La partita più importante è quella del nuovo Patto di stabilità: questione di mesi ma con l'obbligo di concludere entro la fine dell'anno. La bozza proposta dalla Commissione è per l'Italia molto problematica: i piani quadriennali di rientro dal debito, prorogabili sino a 7 anni, prevedono sì un percorso più graduale ma anche una diretta intromissione della Commissione nelle scelte economiche che sconfina nel commissariamento. Le sanzioni, inoltre, diventerebbero automatiche in caso di sforamento dei parametri e questo, per un Paese come l'Italia abituato a mercanteggiare di volta in volta sulla flessibilità sarà un guaio.
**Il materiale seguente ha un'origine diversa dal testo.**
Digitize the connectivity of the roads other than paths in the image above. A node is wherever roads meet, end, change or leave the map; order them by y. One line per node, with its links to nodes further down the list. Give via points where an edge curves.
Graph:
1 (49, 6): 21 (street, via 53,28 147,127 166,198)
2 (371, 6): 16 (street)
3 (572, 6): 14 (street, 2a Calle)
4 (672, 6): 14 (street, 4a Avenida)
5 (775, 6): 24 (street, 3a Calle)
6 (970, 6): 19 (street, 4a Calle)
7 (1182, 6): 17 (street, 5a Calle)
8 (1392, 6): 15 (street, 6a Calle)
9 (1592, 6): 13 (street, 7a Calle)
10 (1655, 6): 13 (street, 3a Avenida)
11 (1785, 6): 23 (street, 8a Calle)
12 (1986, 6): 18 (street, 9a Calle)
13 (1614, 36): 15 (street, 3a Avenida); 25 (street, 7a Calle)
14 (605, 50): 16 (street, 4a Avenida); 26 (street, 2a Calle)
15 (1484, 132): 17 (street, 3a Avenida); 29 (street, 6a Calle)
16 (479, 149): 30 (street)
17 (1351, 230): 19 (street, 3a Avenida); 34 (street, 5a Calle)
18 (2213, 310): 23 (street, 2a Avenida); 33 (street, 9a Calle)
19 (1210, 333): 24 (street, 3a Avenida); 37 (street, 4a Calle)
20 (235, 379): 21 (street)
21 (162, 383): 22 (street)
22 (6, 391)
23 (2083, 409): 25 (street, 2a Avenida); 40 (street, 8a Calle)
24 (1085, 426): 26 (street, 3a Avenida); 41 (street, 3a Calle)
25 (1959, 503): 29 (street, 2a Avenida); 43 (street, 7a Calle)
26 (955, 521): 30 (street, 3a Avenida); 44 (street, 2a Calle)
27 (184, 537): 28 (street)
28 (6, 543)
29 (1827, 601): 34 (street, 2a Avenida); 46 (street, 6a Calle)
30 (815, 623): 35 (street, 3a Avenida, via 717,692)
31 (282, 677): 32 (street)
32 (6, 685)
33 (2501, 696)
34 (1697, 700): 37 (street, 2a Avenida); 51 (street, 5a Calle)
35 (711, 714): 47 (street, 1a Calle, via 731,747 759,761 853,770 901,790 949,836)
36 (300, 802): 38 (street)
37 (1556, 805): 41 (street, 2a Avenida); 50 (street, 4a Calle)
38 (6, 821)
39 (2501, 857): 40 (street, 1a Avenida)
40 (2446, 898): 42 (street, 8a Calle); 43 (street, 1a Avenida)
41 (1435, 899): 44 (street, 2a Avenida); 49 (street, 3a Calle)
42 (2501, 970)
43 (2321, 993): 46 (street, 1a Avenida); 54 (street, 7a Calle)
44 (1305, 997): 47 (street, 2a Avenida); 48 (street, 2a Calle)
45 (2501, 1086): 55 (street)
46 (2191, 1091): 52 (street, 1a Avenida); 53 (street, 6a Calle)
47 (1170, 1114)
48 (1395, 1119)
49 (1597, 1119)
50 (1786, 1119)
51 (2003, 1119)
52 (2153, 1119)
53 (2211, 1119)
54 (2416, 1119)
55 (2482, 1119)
L'obbligo di rientro dello 0,5 per cento sul debito ove non fosse rispettato il 3 per cento nel rapporto deficit/ Pil è una spada di Damocle che potrebbe abbattersi su Roma già nel 2024.
Il quadro migliorerebbe se fosse accolta la richiesta italiana di escludere dal deficit le spese per il rinnovamento digitale e per la transizione ecologica ed è una porta non blindata. In compenso lo stesso quadro peggiorerebbe forse anche di molto se venissero accolte le istanze della Germania, scettica nei confronti della bozza per motivi opposti a quelli dell'Italia. Berlino giudica quella proposta di Patto di stabilità troppo morbida in particolare proprio con l'Italia e specificamente sul fronte del debito.
Va da sé che su quel mercato la credibilità è moneta preziosissima. Per questo uno scivolone che revoca in dubbio proprio quella affidabilità, già molto traballante, è ben più che un imbarazzante incendio. A maggior ragione se accompagnato da uno sgarbo quasi inspiegabile come la scelta di paralizzare la riforma del Mes, negando la necessaria ratifica, unico Paese tra i 20 dell'area euro.